• What to produce: Return all the lines below exactly. Any picture among them is omitted.

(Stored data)
=== Section Start ===
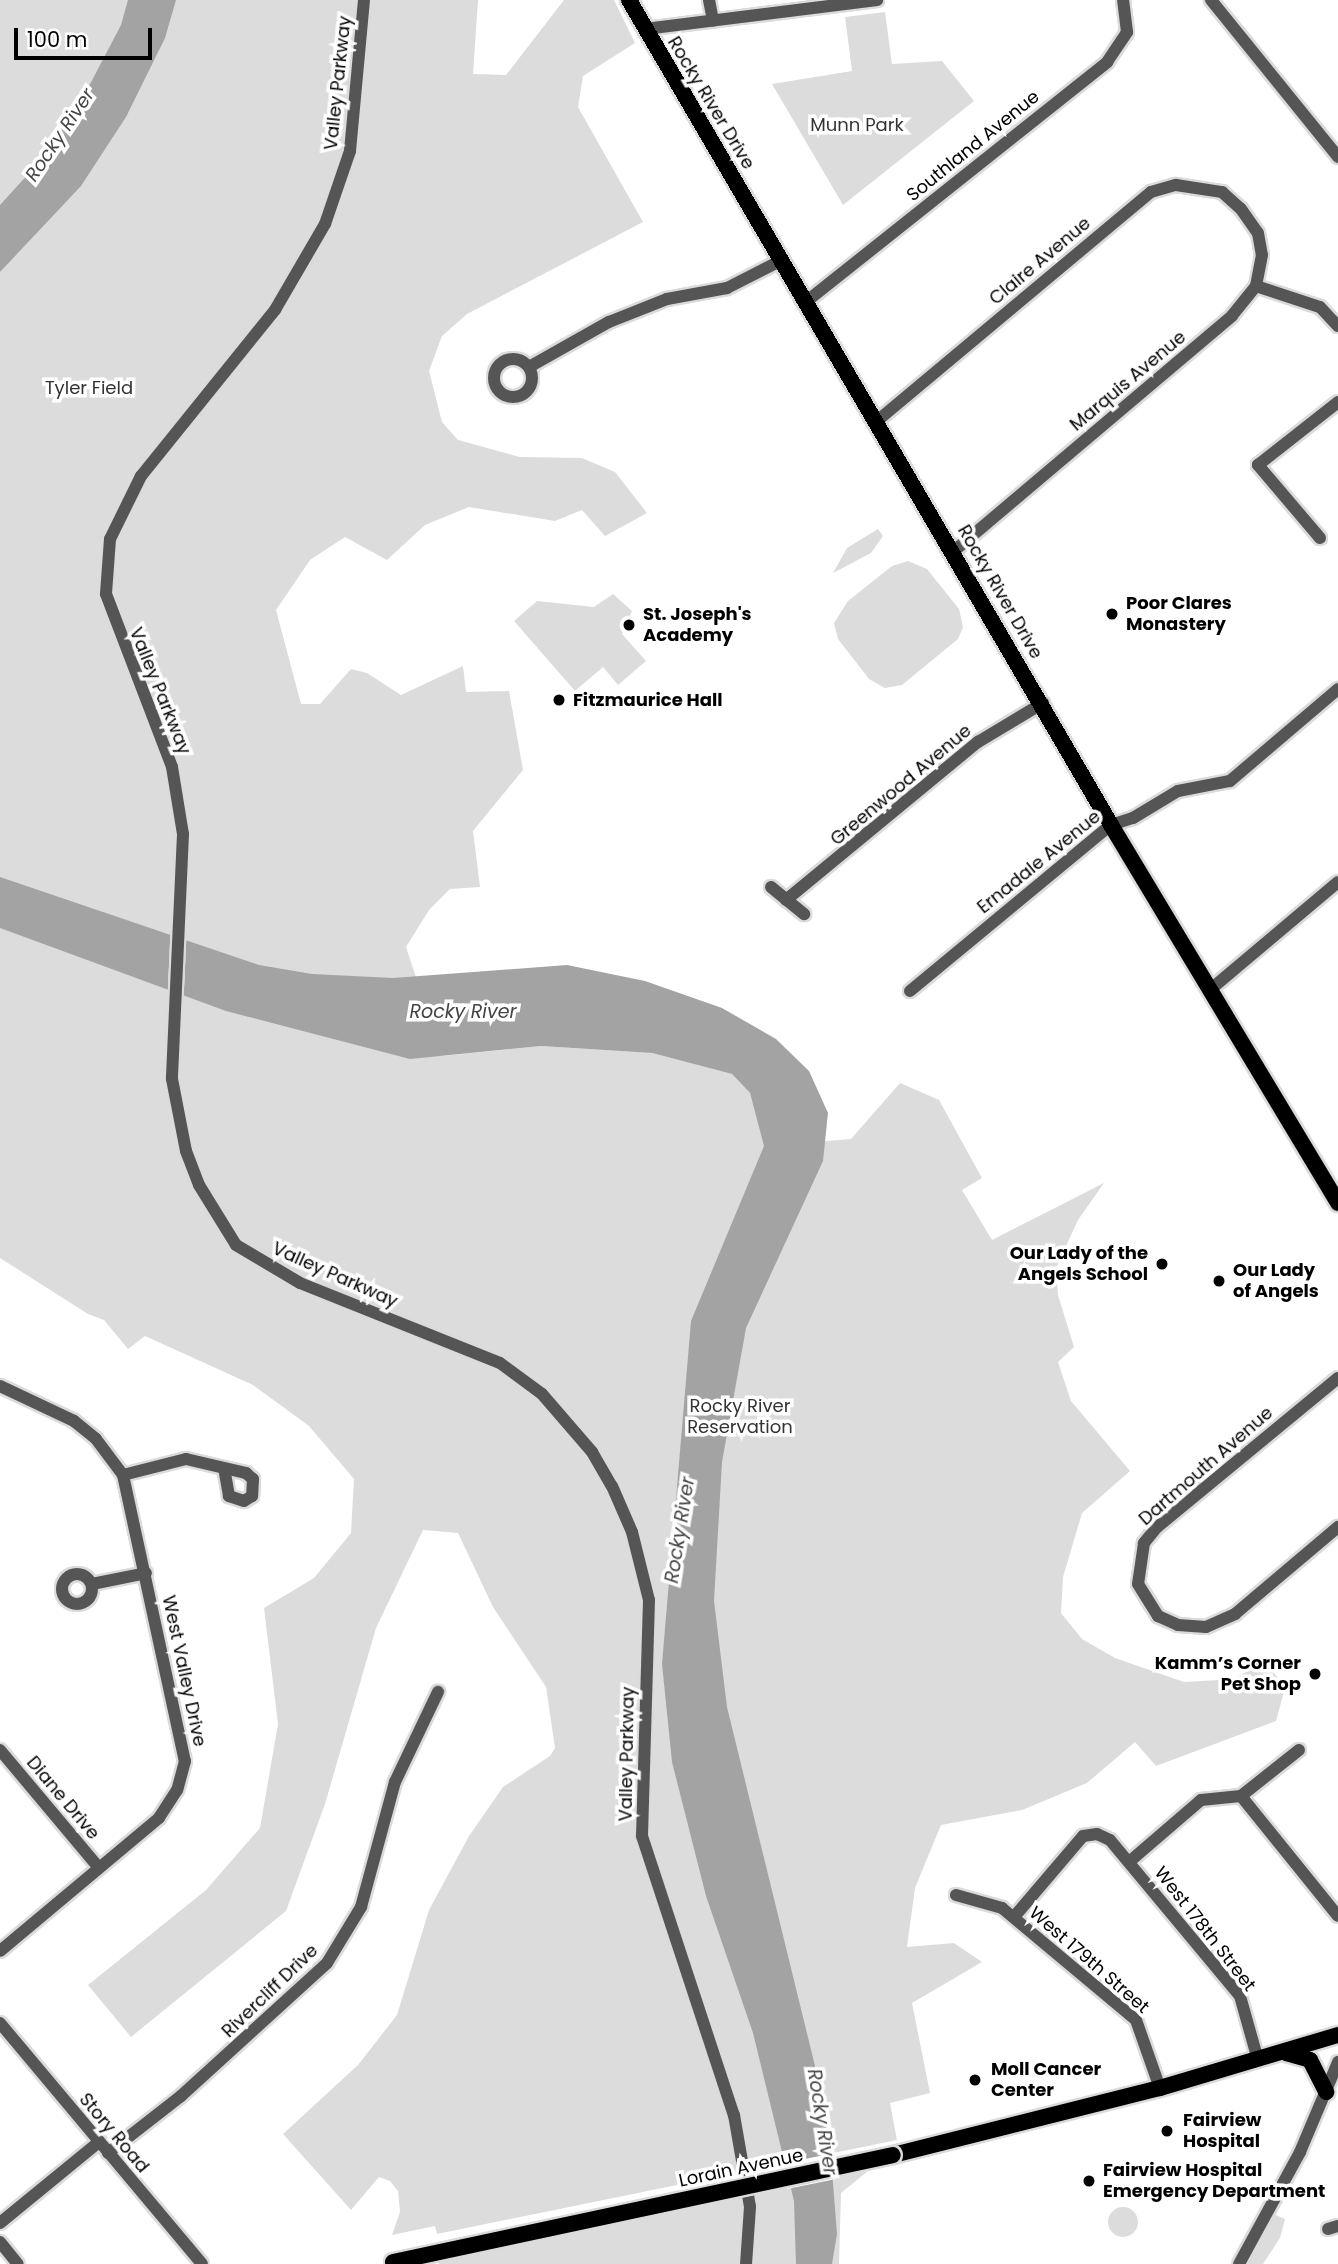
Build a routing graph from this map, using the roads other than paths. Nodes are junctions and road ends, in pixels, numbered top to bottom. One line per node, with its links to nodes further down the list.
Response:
1 (364, 0): 62 (street, Valley Parkway)
2 (629, 0): 9 (main road, Rocky River Drive)
3 (709, 0): 8 (street)
4 (877, 0): 7 (street)
5 (1123, 0): 14 (street, Southland Avenue)
6 (1211, 0): 10 (street)
7 (832, 2): 8 (street)
8 (713, 21): 9 (street)
9 (645, 29): 12 (main road, Rocky River Drive)
10 (1338, 157)
11 (1241, 209): 13 (street, Marquis Avenue); 18 (street, Claire Avenue)
12 (782, 260): 14 (main road, Rocky River Drive); 16 (street)
13 (1256, 286): 15 (street); 20 (street, Marquis Avenue)
14 (807, 301): 18 (main road, Rocky River Drive)
15 (1338, 326)
16 (529, 367)
17 (1338, 402): 19 (street)
18 (877, 421): 20 (main road, Rocky River Drive)
19 (1320, 538)
20 (954, 551): 22 (main road, Rocky River Drive)
21 (1338, 689): 23 (street, Ernadale Avenue)
22 (1043, 703): 23 (main road, Rocky River Drive); 26 (street, Greenwood Avenue)
23 (1111, 825): 28 (main road, Rocky River Drive); 29 (street, Ernadale Avenue)
24 (1338, 882): 28 (street)
25 (771, 887): 26 (street)
26 (786, 900): 27 (street)
27 (804, 914)
28 (1211, 989): 30 (main road, Rocky River Drive)
29 (909, 991)
30 (1338, 1200)
31 (1338, 1378): 35 (street, Dartmouth Avenue)
32 (2, 1392): 34 (street, West Valley Drive)
33 (224, 1469): 34 (street)
34 (123, 1475): 36 (street, West Valley Drive)
35 (1338, 1527)
36 (146, 1573): 37 (street); 43 (street, West Valley Drive)
37 (92, 1584)
38 (438, 1692): 56 (street, Rivercliff Drive)
39 (1299, 1750): 41 (street)
40 (0, 1751): 43 (street, Diane Drive)
41 (1241, 1796): 42 (street); 45 (street)
42 (1129, 1862): 46 (street, West 178th Street); 51 (street, West 178th Street)
43 (99, 1868): 47 (street, West Valley Drive)
44 (956, 1895): 46 (street, West 179th Street)
45 (1338, 1916)
46 (1014, 1917): 53 (street, West 179th Street)
47 (0, 1951)
48 (0, 2023): 55 (street, Story Road)
49 (1338, 2035): 50 (main road, Lorain Avenue)
50 (1283, 2053): 51 (main road, Lorain Avenue); 54 (main road)
51 (1258, 2060): 53 (main road, Lorain Avenue)
52 (1338, 2062): 54 (street)
53 (1160, 2088): 59 (main road, Lorain Avenue, bridge)
54 (1326, 2092): 63 (street)
55 (99, 2142): 56 (street, Story Road); 57 (street)
56 (108, 2153): 61 (street, Story Road)
57 (0, 2223)
58 (0, 2242): 60 (street)
59 (388, 2263)
60 (18, 2264)
61 (202, 2264)
62 (746, 2264)
63 (1239, 2264)

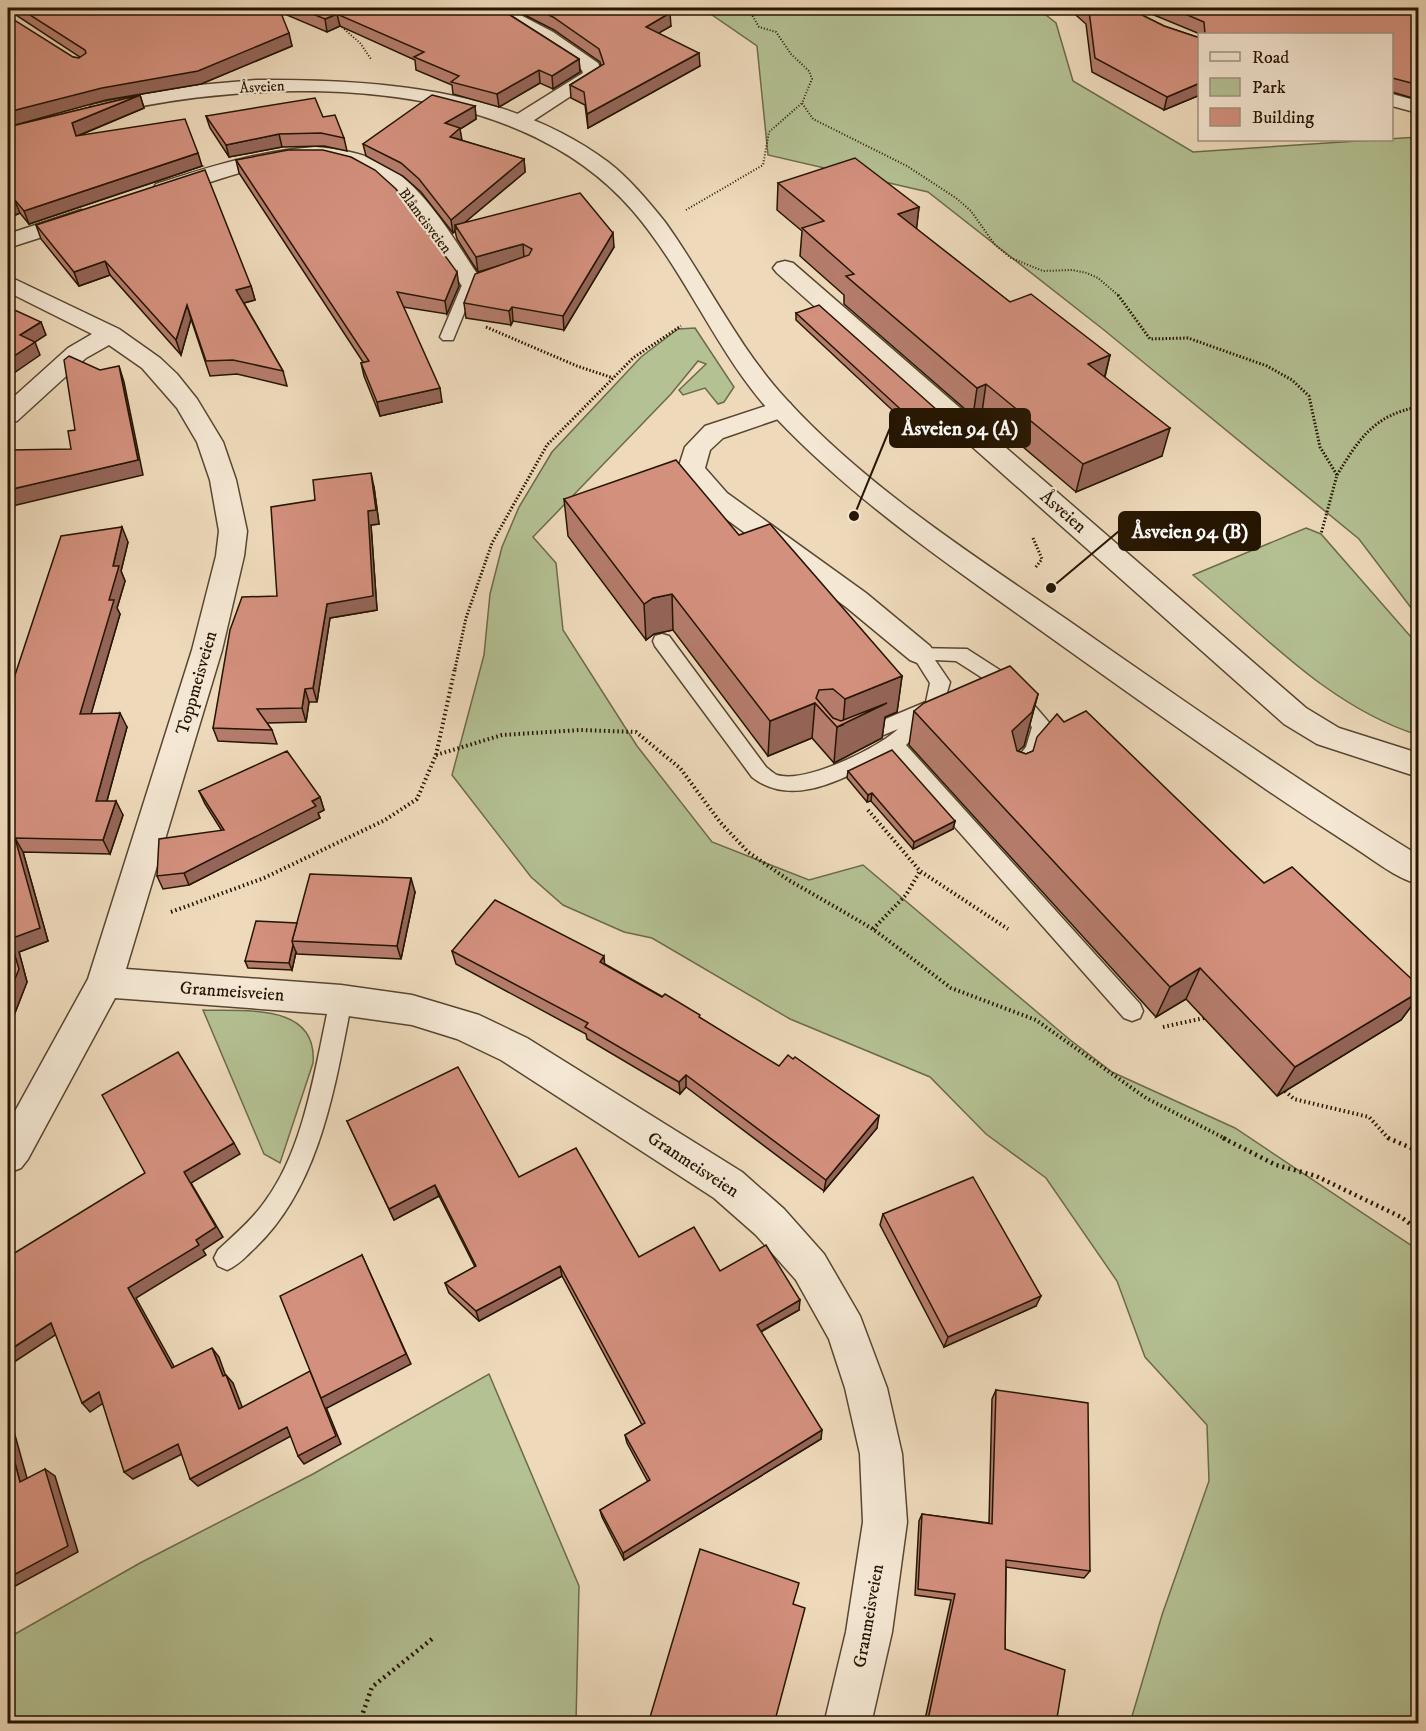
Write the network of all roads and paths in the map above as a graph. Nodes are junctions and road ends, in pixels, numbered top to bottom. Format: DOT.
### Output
graph roads {
  1 [pos="494,8"];
  2 [pos="748,8"];
  3 [pos="336,23"];
  4 [pos="373,65"];
  5 [pos="1393,100"];
  6 [pos="802,103"];
  7 [pos="1419,107"];
  8 [pos="81,114"];
  9 [pos="518,122"];
  10 [pos="141,196"];
  11 [pos="97,211"];
  12 [pos="681,213"];
  13 [pos="8,241"];
  14 [pos="785,268"];
  15 [pos="503,271"];
  16 [pos="470,281"];
  17 [pos="8,283"];
  18 [pos="459,311"];
  19 [pos="687,324"];
  20 [pos="110,334"];
  21 [pos="448,337"];
  22 [pos="613,378"];
  23 [pos="1419,407"];
  24 [pos="781,409"];
  25 [pos="8,415"];
  26 [pos="1337,476"];
  27 [pos="1321,534"];
  28 [pos="662,641"];
  29 [pos="920,652"];
  30 [pos="935,705"];
  31 [pos="894,745"];
  32 [pos="838,747"];
  33 [pos="436,755"];
  34 [pos="1419,765"];
  35 [pos="1016,766"];
  36 [pos="868,810"];
  37 [pos="920,871"];
  38 [pos="1419,872"];
  39 [pos="873,929"];
  40 [pos="122,930"];
  41 [pos="1016,933"];
  42 [pos="105,982"];
  43 [pos="341,1000"];
  44 [pos="1131,1011"];
  45 [pos="1286,1091"];
  46 [pos="1419,1151"];
  47 [pos="8,1156"];
  48 [pos="1419,1230"];
  49 [pos="227,1258"];
  50 [pos="432,1639"];
  51 [pos="360,1724"];
  52 [pos="847,1724"];
  1 -- 9 [label="street"];
  2 -- 6 [label="path"];
  3 -- 4 [label="path"];
  5 -- 7 [label="street"];
  6 -- 12 [label="path"];
  6 -- 26 [label="path"];
  8 -- 9 [label="street, Åsveien"];
  9 -- 24 [label="street, Åsveien"];
  10 -- 16 [label="street, Blåmeisveien"];
  11 -- 13 [label="street"];
  14 -- 34 [label="street, Åsveien"];
  15 -- 16 [label="lane"];
  16 -- 18 [label="lane"];
  17 -- 20 [label="street, Toppmeisveien"];
  18 -- 21 [label="lane"];
  18 -- 22 [label="path"];
  19 -- 22 [label="path"];
  20 -- 25 [label="street"];
  20 -- 40 [label="street, Toppmeisveien"];
  22 -- 33 [label="path"];
  23 -- 26 [label="path"];
  24 -- 29 [label="street"];
  24 -- 38 [label="street, Åsveien"];
  26 -- 27 [label="path"];
  28 -- 31 [label="lane"];
  29 -- 30 [label="lane"];
  29 -- 35 [label="lane"];
  30 -- 31 [label="lane"];
  30 -- 32 [label="lane"];
  31 -- 44 [label="lane"];
  33 -- 39 [label="path"];
  33 -- 40 [label="path"];
  36 -- 37 [label="path"];
  37 -- 39 [label="path"];
  37 -- 41 [label="path"];
  39 -- 48 [label="path"];
  40 -- 42 [label="street, Toppmeisveien"];
  42 -- 43 [label="street, Granmeisveien"];
  42 -- 47 [label="street, Toppmeisveien"];
  43 -- 49 [label="lane"];
  43 -- 52 [label="street, Granmeisveien"];
  45 -- 46 [label="path"];
  50 -- 51 [label="path"];
}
=== Section End ===
• Your response:
Build a routing graph from this map, using the roads other than paths. Nodes are junctions and road ends, in pixels, numbered top to bottom. One line per node, with its links to nodes further down the list.
Response:
1 (364, 0): 62 (street, Valley Parkway)
2 (629, 0): 9 (main road, Rocky River Drive)
3 (709, 0): 8 (street)
4 (877, 0): 7 (street)
5 (1123, 0): 14 (street, Southland Avenue)
6 (1211, 0): 10 (street)
7 (832, 2): 8 (street)
8 (713, 21): 9 (street)
9 (645, 29): 12 (main road, Rocky River Drive)
10 (1338, 157)
11 (1241, 209): 13 (street, Marquis Avenue); 18 (street, Claire Avenue)
12 (782, 260): 14 (main road, Rocky River Drive); 16 (street)
13 (1256, 286): 15 (street); 20 (street, Marquis Avenue)
14 (807, 301): 18 (main road, Rocky River Drive)
15 (1338, 326)
16 (529, 367)
17 (1338, 402): 19 (street)
18 (877, 421): 20 (main road, Rocky River Drive)
19 (1320, 538)
20 (954, 551): 22 (main road, Rocky River Drive)
21 (1338, 689): 23 (street, Ernadale Avenue)
22 (1043, 703): 23 (main road, Rocky River Drive); 26 (street, Greenwood Avenue)
23 (1111, 825): 28 (main road, Rocky River Drive); 29 (street, Ernadale Avenue)
24 (1338, 882): 28 (street)
25 (771, 887): 26 (street)
26 (786, 900): 27 (street)
27 (804, 914)
28 (1211, 989): 30 (main road, Rocky River Drive)
29 (909, 991)
30 (1338, 1200)
31 (1338, 1378): 35 (street, Dartmouth Avenue)
32 (2, 1392): 34 (street, West Valley Drive)
33 (224, 1469): 34 (street)
34 (123, 1475): 36 (street, West Valley Drive)
35 (1338, 1527)
36 (146, 1573): 37 (street); 43 (street, West Valley Drive)
37 (92, 1584)
38 (438, 1692): 56 (street, Rivercliff Drive)
39 (1299, 1750): 41 (street)
40 (0, 1751): 43 (street, Diane Drive)
41 (1241, 1796): 42 (street); 45 (street)
42 (1129, 1862): 46 (street, West 178th Street); 51 (street, West 178th Street)
43 (99, 1868): 47 (street, West Valley Drive)
44 (956, 1895): 46 (street, West 179th Street)
45 (1338, 1916)
46 (1014, 1917): 53 (street, West 179th Street)
47 (0, 1951)
48 (0, 2023): 55 (street, Story Road)
49 (1338, 2035): 50 (main road, Lorain Avenue)
50 (1283, 2053): 51 (main road, Lorain Avenue); 54 (main road)
51 (1258, 2060): 53 (main road, Lorain Avenue)
52 (1338, 2062): 54 (street)
53 (1160, 2088): 59 (main road, Lorain Avenue, bridge)
54 (1326, 2092): 63 (street)
55 (99, 2142): 56 (street, Story Road); 57 (street)
56 (108, 2153): 61 (street, Story Road)
57 (0, 2223)
58 (0, 2242): 60 (street)
59 (388, 2263)
60 (18, 2264)
61 (202, 2264)
62 (746, 2264)
63 (1239, 2264)

Write the network of all roads and paths in the map above as a graph. Nodes are junctions and road ends, in pixels, numbered top to bottom. Format: DOT.
### Output
graph roads {
  1 [pos="494,8"];
  2 [pos="748,8"];
  3 [pos="336,23"];
  4 [pos="373,65"];
  5 [pos="1393,100"];
  6 [pos="802,103"];
  7 [pos="1419,107"];
  8 [pos="81,114"];
  9 [pos="518,122"];
  10 [pos="141,196"];
  11 [pos="97,211"];
  12 [pos="681,213"];
  13 [pos="8,241"];
  14 [pos="785,268"];
  15 [pos="503,271"];
  16 [pos="470,281"];
  17 [pos="8,283"];
  18 [pos="459,311"];
  19 [pos="687,324"];
  20 [pos="110,334"];
  21 [pos="448,337"];
  22 [pos="613,378"];
  23 [pos="1419,407"];
  24 [pos="781,409"];
  25 [pos="8,415"];
  26 [pos="1337,476"];
  27 [pos="1321,534"];
  28 [pos="662,641"];
  29 [pos="920,652"];
  30 [pos="935,705"];
  31 [pos="894,745"];
  32 [pos="838,747"];
  33 [pos="436,755"];
  34 [pos="1419,765"];
  35 [pos="1016,766"];
  36 [pos="868,810"];
  37 [pos="920,871"];
  38 [pos="1419,872"];
  39 [pos="873,929"];
  40 [pos="122,930"];
  41 [pos="1016,933"];
  42 [pos="105,982"];
  43 [pos="341,1000"];
  44 [pos="1131,1011"];
  45 [pos="1286,1091"];
  46 [pos="1419,1151"];
  47 [pos="8,1156"];
  48 [pos="1419,1230"];
  49 [pos="227,1258"];
  50 [pos="432,1639"];
  51 [pos="360,1724"];
  52 [pos="847,1724"];
  1 -- 9 [label="street"];
  2 -- 6 [label="path"];
  3 -- 4 [label="path"];
  5 -- 7 [label="street"];
  6 -- 12 [label="path"];
  6 -- 26 [label="path"];
  8 -- 9 [label="street, Åsveien"];
  9 -- 24 [label="street, Åsveien"];
  10 -- 16 [label="street, Blåmeisveien"];
  11 -- 13 [label="street"];
  14 -- 34 [label="street, Åsveien"];
  15 -- 16 [label="lane"];
  16 -- 18 [label="lane"];
  17 -- 20 [label="street, Toppmeisveien"];
  18 -- 21 [label="lane"];
  18 -- 22 [label="path"];
  19 -- 22 [label="path"];
  20 -- 25 [label="street"];
  20 -- 40 [label="street, Toppmeisveien"];
  22 -- 33 [label="path"];
  23 -- 26 [label="path"];
  24 -- 29 [label="street"];
  24 -- 38 [label="street, Åsveien"];
  26 -- 27 [label="path"];
  28 -- 31 [label="lane"];
  29 -- 30 [label="lane"];
  29 -- 35 [label="lane"];
  30 -- 31 [label="lane"];
  30 -- 32 [label="lane"];
  31 -- 44 [label="lane"];
  33 -- 39 [label="path"];
  33 -- 40 [label="path"];
  36 -- 37 [label="path"];
  37 -- 39 [label="path"];
  37 -- 41 [label="path"];
  39 -- 48 [label="path"];
  40 -- 42 [label="street, Toppmeisveien"];
  42 -- 43 [label="street, Granmeisveien"];
  42 -- 47 [label="street, Toppmeisveien"];
  43 -- 49 [label="lane"];
  43 -- 52 [label="street, Granmeisveien"];
  45 -- 46 [label="path"];
  50 -- 51 [label="path"];
}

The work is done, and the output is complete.